Imagine you’re cooking dinner. You pull out pots and pans, wooden spoons, spatulas, knives, cutting boards, whatever. As each item is used, it’s tossed in the sink to be dealt with later. As food is served, you pull out plates, bowls and platters, flatware, glasses, and so forth. When the meal is over, these too go into the sink. Finally, you wash the dishes, put everything away, and are ready to do it all again later.
This turns out to be an apt metaphor for the problem of using memory in a computer program. Every little task reserves a bit of memory for this or that, uses it, then tosses it into an autorelease pool. When everything is done, the event loop cycles, the autorelease pool is drained, and the memory is recovered to be used another time.
At any given moment, the amount of memory sitting around unavailable for use, like the dishes in the sink, is larger than the actual amount of memory being actively used. You can think of the pot full of boiling pasta or the plates bearing food as active memory, while the sum total of items being used, including those sitting around dirty, represents virtual memory.
What happens if we decide to throw a dinner party, requiring more cooking vessels and utensils, more courses, more plates and flatware? Even while the amount of active memory remains the same or slightly higher, the amount of virtual memory continues to grow and grow. Finally you reach for a pan or a plate and find there are simply no more available. The whole system grinds to a halt. You have just blown up virtual memory.
This temporary memory pressure is not quite the same thing as leaking memory. A true memory leak will not be resolved until your process quits. This is more like a short-term memory leak, but it can be just as deadly. Even if your application never reaches the 32-bit world’s hard limit of 4 GB, the more memory you’ve got allocated, the more likely you are to start paging memory, which will not only drag down your application, but every other process on the system.
In other words, memory pressure is a performance issue, and like any performance issue, we can assume two things: 1) we don’t know where the problem is, 2) but Shark does. Of course, I say all this in hindsight. Finding myself stumped by this exact situation, I turned to the Shark team for help. What I discovered is optimizing memory pressure is easy, but not obvious. Here’s the part where the non-programmers out there can go read something else.
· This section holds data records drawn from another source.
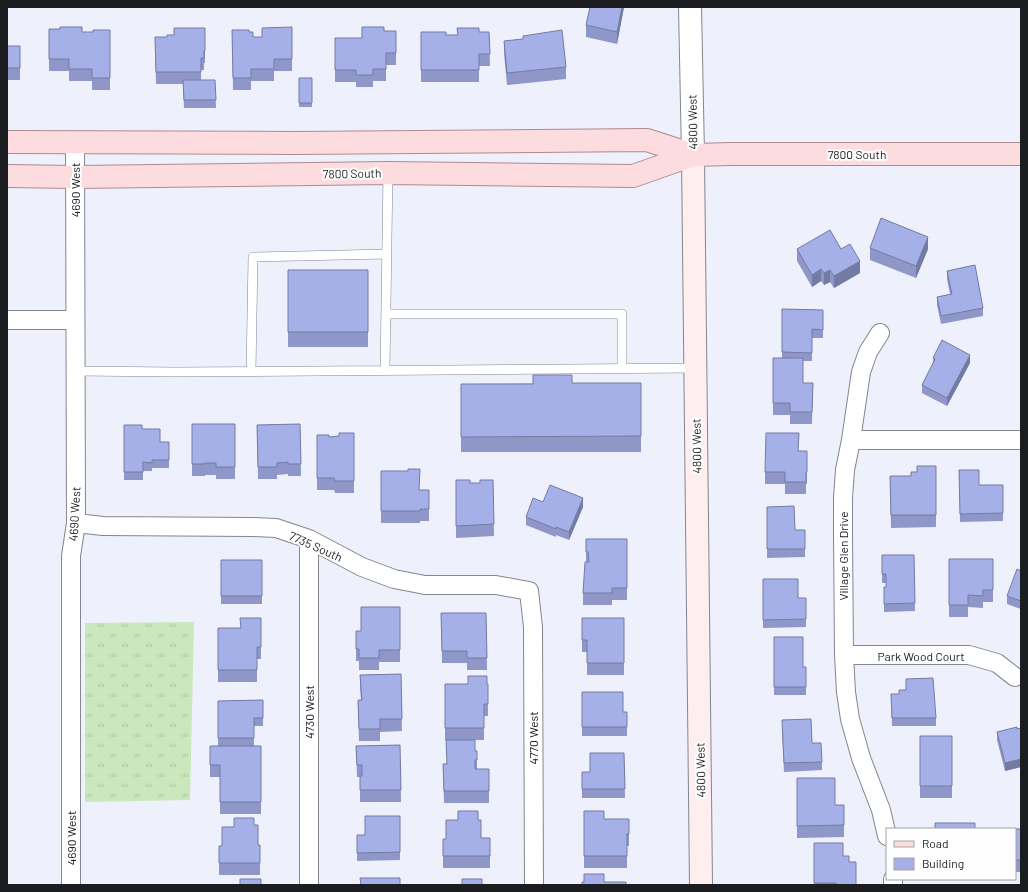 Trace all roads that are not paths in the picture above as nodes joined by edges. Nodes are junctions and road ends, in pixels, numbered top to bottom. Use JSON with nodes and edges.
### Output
{"nodes":[{"id":1,"x":690,"y":7,"type":"edge"},
{"id":2,"x":7,"y":142,"type":"edge"},
{"id":3,"x":75,"y":143,"type":"junction"},
{"id":4,"x":1021,"y":154,"type":"edge"},
{"id":5,"x":693,"y":155,"type":"junction"},
{"id":6,"x":388,"y":173,"type":"junction"},
{"id":7,"x":7,"y":176,"type":"edge"},
{"id":8,"x":75,"y":177,"type":"junction"},
{"id":9,"x":387,"y":254,"type":"junction"},
{"id":10,"x":386,"y":314,"type":"junction"},
{"id":11,"x":7,"y":320,"type":"edge"},
{"id":12,"x":75,"y":320,"type":"junction"},
{"id":13,"x":880,"y":333,"type":"dead end"},
{"id":14,"x":622,"y":368,"type":"junction"},
{"id":15,"x":694,"y":368,"type":"junction"},
{"id":16,"x":385,"y":370,"type":"junction"},
{"id":17,"x":76,"y":371,"type":"junction"},
{"id":18,"x":251,"y":372,"type":"junction"},
{"id":19,"x":851,"y":440,"type":"junction"},
{"id":20,"x":1021,"y":440,"type":"edge"},
{"id":21,"x":76,"y":523,"type":"junction"},
{"id":22,"x":309,"y":539,"type":"junction"},
{"id":23,"x":529,"y":591,"type":"joint"},
{"id":24,"x":844,"y":656,"type":"junction"},
{"id":25,"x":1015,"y":677,"type":"dead end"},
{"id":26,"x":886,"y":832,"type":"edge"},
{"id":27,"x":71,"y":885,"type":"edge"},
{"id":28,"x":309,"y":885,"type":"edge"},
{"id":29,"x":534,"y":885,"type":"edge"},
{"id":30,"x":701,"y":885,"type":"edge"}],
"edges":[{"from":1,"to":5,"type":"street","name":"4800 West"},
{"from":2,"to":3,"type":"main road","name":"7800 South"},
{"from":3,"to":5,"type":"main road","name":"7800 South"},
{"from":3,"to":8,"type":"street","name":"4690 West"},
{"from":4,"to":5,"type":"main road","name":"7800 South"},
{"from":5,"to":6,"type":"main road","name":"7800 South"},
{"from":5,"to":15,"type":"main road","name":"4800 West"},
{"from":6,"to":8,"type":"main road","name":"7800 South"},
{"from":6,"to":9,"type":"lane"},
{"from":7,"to":8,"type":"main road","name":"7800 South"},
{"from":8,"to":12,"type":"street","name":"4690 West"},
{"from":9,"to":10,"type":"lane"},
{"from":9,"to":18,"type":"lane"},
{"from":10,"to":14,"type":"lane"},
{"from":10,"to":16,"type":"lane"},
{"from":11,"to":12,"type":"street"},
{"from":12,"to":17,"type":"street","name":"4690 West"},
{"from":13,"to":19,"type":"street","name":"Village Glen Drive"},
{"from":14,"to":15,"type":"lane"},
{"from":14,"to":16,"type":"lane"},
{"from":15,"to":30,"type":"main road","name":"4800 West"},
{"from":16,"to":18,"type":"lane"},
{"from":17,"to":18,"type":"lane"},
{"from":17,"to":21,"type":"street","name":"4690 West"},
{"from":19,"to":20,"type":"street"},
{"from":19,"to":24,"type":"street","name":"Village Glen Drive"},
{"from":21,"to":22,"type":"street","name":"7735 South"},
{"from":21,"to":27,"type":"street","name":"4690 West"},
{"from":22,"to":23,"type":"street","name":"7735 South"},
{"from":22,"to":28,"type":"street","name":"4730 West"},
{"from":23,"to":29,"type":"street","name":"4770 West"},
{"from":24,"to":25,"type":"street","name":"Park Wood Court"},
{"from":24,"to":26,"type":"street","name":"Village Glen Drive"}]} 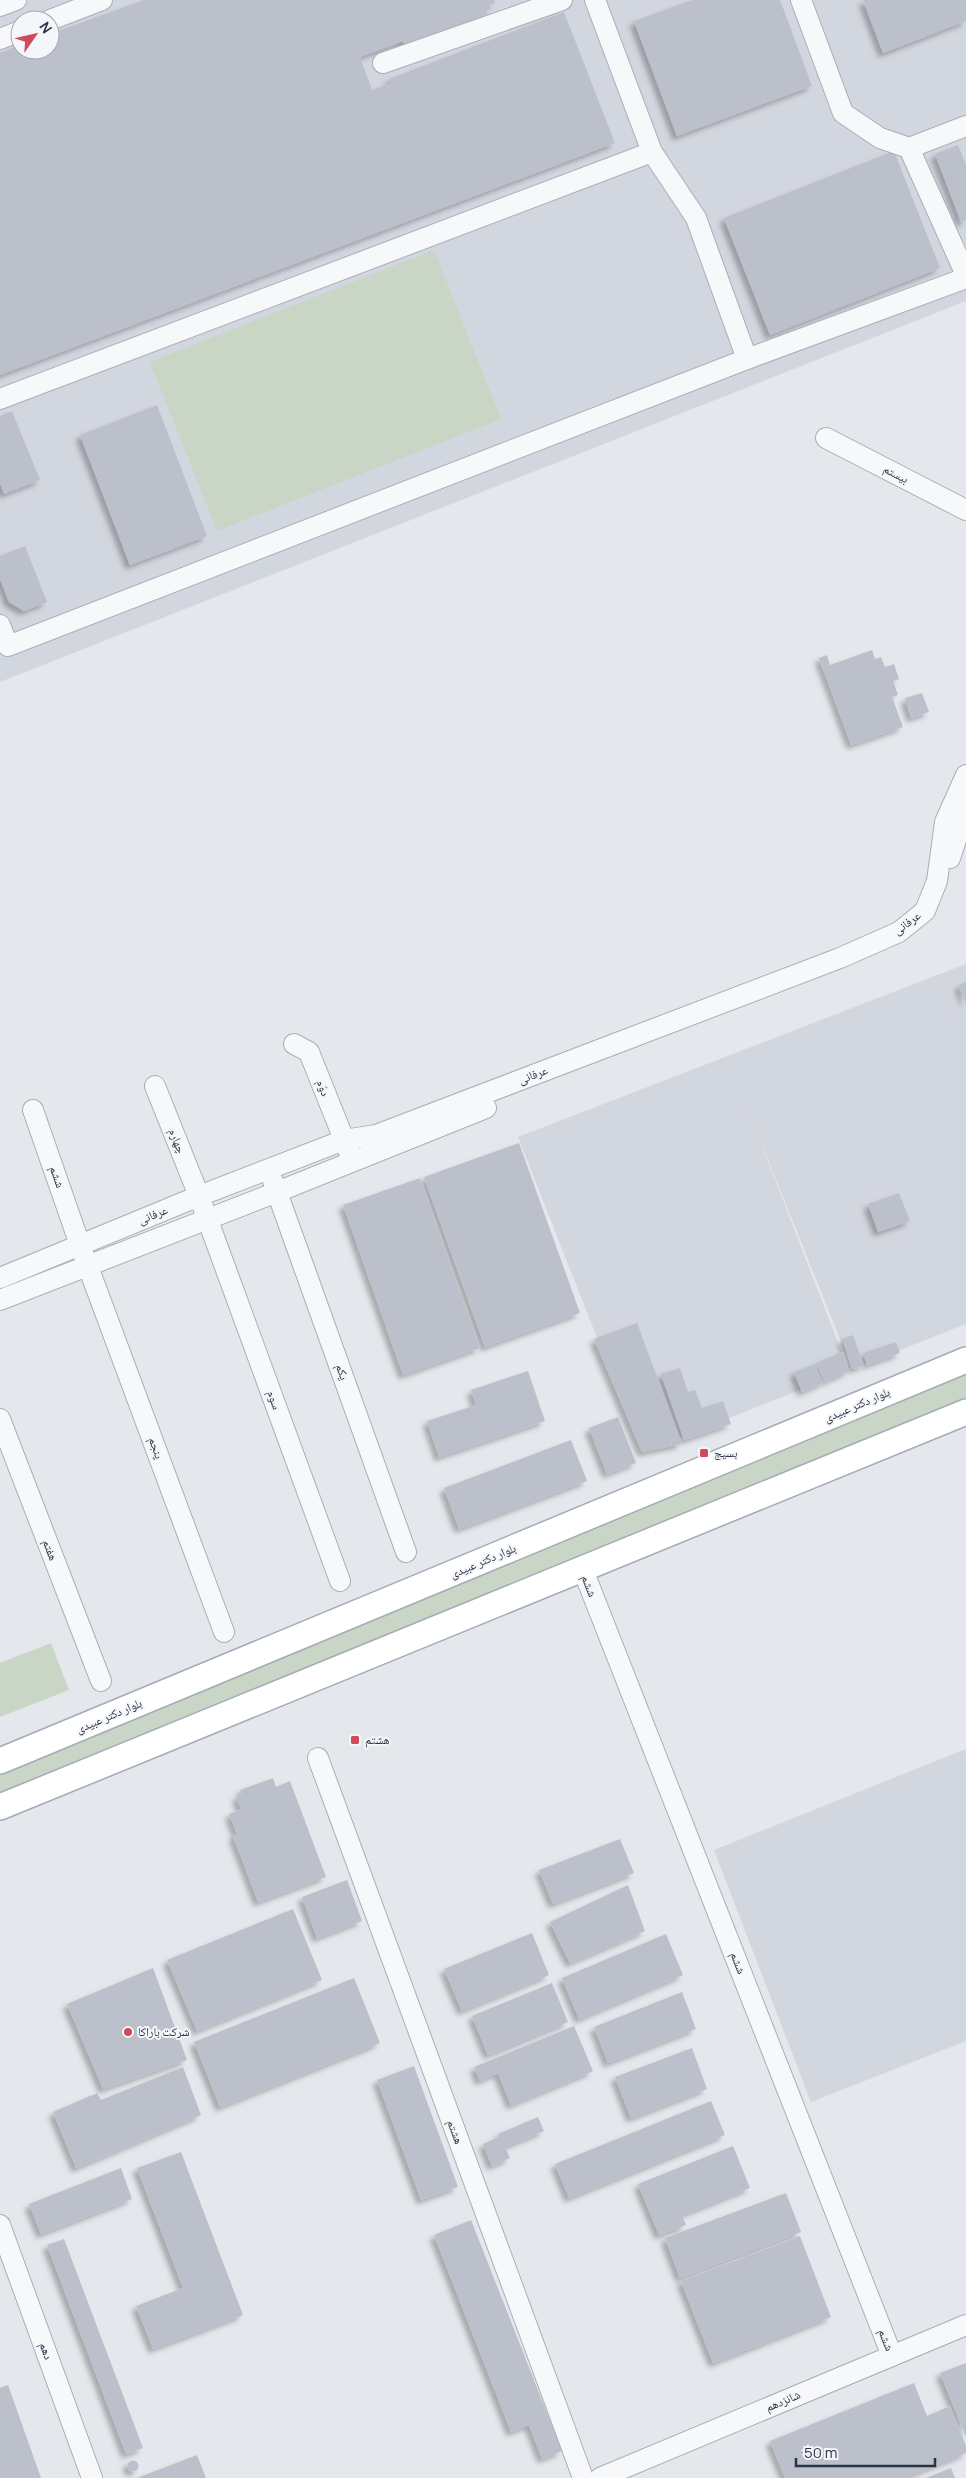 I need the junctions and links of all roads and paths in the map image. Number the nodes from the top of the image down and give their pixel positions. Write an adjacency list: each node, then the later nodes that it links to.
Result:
1 (16, 0): 6 (street)
2 (102, 0): 7 (street)
3 (562, 0): 8 (street)
4 (595, 0): 11 (street)
5 (801, 0): 10 (street)
6 (0, 6)
7 (60, 16)
8 (383, 63)
9 (966, 126): 10 (street)
10 (909, 148): 12 (street)
11 (652, 152): 13 (street); 14 (street)
12 (966, 277): 13 (street)
13 (746, 359): 17 (street)
14 (0, 399)
15 (826, 438): 16 (street, بیستم)
16 (966, 510)
17 (0, 625)
18 (966, 774): 23 (street, عرفانی)
19 (966, 810): 24 (street, عرفانی)
20 (294, 1044): 23 (street, دوّم)
21 (155, 1086): 27 (street, چهارم)
22 (33, 1110): 29 (street, ششم)
23 (344, 1140): 24 (street, دوّم); 25 (street, عرفانی)
24 (354, 1160): 26 (street, عرفانی)
25 (269, 1169): 26 (street, یکم); 27 (street, عرفانی)
26 (277, 1192): 28 (street, عرفانی); 36 (street, یکم)
27 (200, 1196): 28 (street, چهارم); 29 (street, عرفانی)
28 (208, 1219): 30 (street, عرفانی); 38 (street, سوم)
29 (80, 1245): 30 (street, ششم); 31 (street, عرفانی)
30 (88, 1264): 32 (street, عرفانی); 39 (street, پنجم)
31 (0, 1278)
32 (0, 1300)
33 (966, 1360): 42 (main road, بلوار دکتر عبیدی)
34 (966, 1412): 37 (main road)
35 (0, 1420): 40 (street, هفتم)
36 (406, 1552)
37 (583, 1570): 43 (main road); 46 (street, ششم)
38 (340, 1581)
39 (224, 1632)
40 (101, 1681)
41 (318, 1758): 49 (street, هشتم)
42 (0, 1761)
43 (0, 1807)
44 (0, 2225): 48 (street, دهم)
45 (966, 2325): 46 (street, شانزدهم)
46 (892, 2356): 47 (street, شانزدهم)
47 (635, 2471): 50 (street, شانزدهم)
48 (92, 2478)
49 (583, 2478)
50 (600, 2478)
For the sake of this discussion, let’s say we have a particular operation. This can be an actual NSOperation, or it can be some other logical unit of work. The point is, it’s an infinitely replicable task that will suck up some amount of memory, do its thing, then release its memory. Do one such operation and you might not even notice the bump in memory. Do 10,000 and it’s another story altogether.
Speaking of NSOperation, don’t be fooled by its easygoing nature. You’re still responsible for the base-level autorelease pool in main(), just as if you were splitting off a thread. This is an easy mistake to make, and a tricky bug to catch. Memory will be released upon the death of the thread, but due to thread-pooling, that might translate to thousands of actual operations. It’s an implementation detail, but one you should keep in mind.
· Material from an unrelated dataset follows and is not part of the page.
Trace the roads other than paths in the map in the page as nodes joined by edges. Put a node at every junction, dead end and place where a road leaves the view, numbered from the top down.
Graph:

Shark’s memory optimization is not unlike its CPU optimization. Instead of selecting “Time Profile” from the standard pop-up, select “Malloc Trace.” If you’re running mini-config (the standard) you’ll notice the options are slightly different. There’s no WTF mode, and there’s no sample interval. The lack of a sample interval makes sense, since an allocation is what it is; there’s no sampling involved. The lack of WTF mode is a bit less clear without realizing the central gotcha of Malloc Trace: it is tremendously expensive.
The mistake I would always make was running it for the standard 30 seconds. Memory allocation is an extremely quick operation relative to the speed of a CPU, so the amount of data generated in 30 allocation-intense seconds will take until the heat death of the universe to calculate—especially if the system is already paging memory. Unlike the carefree run-forever world of time profiling, you need your memory trace runs to be as short as possible. Anything more than a few seconds and you’re asking for pain.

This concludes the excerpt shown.